§ **Exercise details**:
Filter these entries down to the lines that hold the word "main", and show each of them.

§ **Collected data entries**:
+ + + + + + +
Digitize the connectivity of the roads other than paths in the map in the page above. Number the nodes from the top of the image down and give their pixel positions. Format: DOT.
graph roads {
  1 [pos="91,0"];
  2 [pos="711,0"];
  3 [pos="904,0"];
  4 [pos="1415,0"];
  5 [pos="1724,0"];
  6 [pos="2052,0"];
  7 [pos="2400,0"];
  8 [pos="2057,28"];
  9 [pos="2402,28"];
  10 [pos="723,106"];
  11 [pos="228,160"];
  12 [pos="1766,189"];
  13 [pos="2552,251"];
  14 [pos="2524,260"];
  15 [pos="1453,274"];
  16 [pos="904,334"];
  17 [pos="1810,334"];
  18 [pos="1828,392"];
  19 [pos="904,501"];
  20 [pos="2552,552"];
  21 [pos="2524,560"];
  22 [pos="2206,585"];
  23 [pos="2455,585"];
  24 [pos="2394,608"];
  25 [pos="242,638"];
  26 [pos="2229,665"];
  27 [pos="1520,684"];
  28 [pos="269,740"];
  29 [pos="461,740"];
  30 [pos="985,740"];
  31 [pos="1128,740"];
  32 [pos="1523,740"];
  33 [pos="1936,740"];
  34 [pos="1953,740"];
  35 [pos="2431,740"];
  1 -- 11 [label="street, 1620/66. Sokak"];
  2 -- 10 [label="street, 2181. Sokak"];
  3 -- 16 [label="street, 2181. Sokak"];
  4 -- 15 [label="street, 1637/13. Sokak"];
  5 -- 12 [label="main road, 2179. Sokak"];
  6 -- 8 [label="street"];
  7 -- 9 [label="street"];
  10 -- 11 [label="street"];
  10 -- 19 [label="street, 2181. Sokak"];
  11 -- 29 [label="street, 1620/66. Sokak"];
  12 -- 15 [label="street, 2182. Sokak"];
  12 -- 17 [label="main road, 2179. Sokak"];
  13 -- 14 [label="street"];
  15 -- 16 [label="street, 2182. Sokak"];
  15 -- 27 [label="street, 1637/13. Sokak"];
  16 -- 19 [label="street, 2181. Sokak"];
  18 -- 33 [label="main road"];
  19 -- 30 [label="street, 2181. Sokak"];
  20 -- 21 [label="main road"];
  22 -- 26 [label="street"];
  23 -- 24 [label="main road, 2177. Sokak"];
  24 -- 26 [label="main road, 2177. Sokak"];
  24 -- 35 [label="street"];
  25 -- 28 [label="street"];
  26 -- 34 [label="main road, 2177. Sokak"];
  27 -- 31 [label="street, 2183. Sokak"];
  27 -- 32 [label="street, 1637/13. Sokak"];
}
+ + + + + + +
§ **Result for this task**:
  5 -- 12 [label="main road, 2179. Sokak"];
  12 -- 17 [label="main road, 2179. Sokak"];
  18 -- 33 [label="main road"];
  20 -- 21 [label="main road"];
  23 -- 24 [label="main road, 2177. Sokak"];
  24 -- 26 [label="main road, 2177. Sokak"];
  26 -- 34 [label="main road, 2177. Sokak"];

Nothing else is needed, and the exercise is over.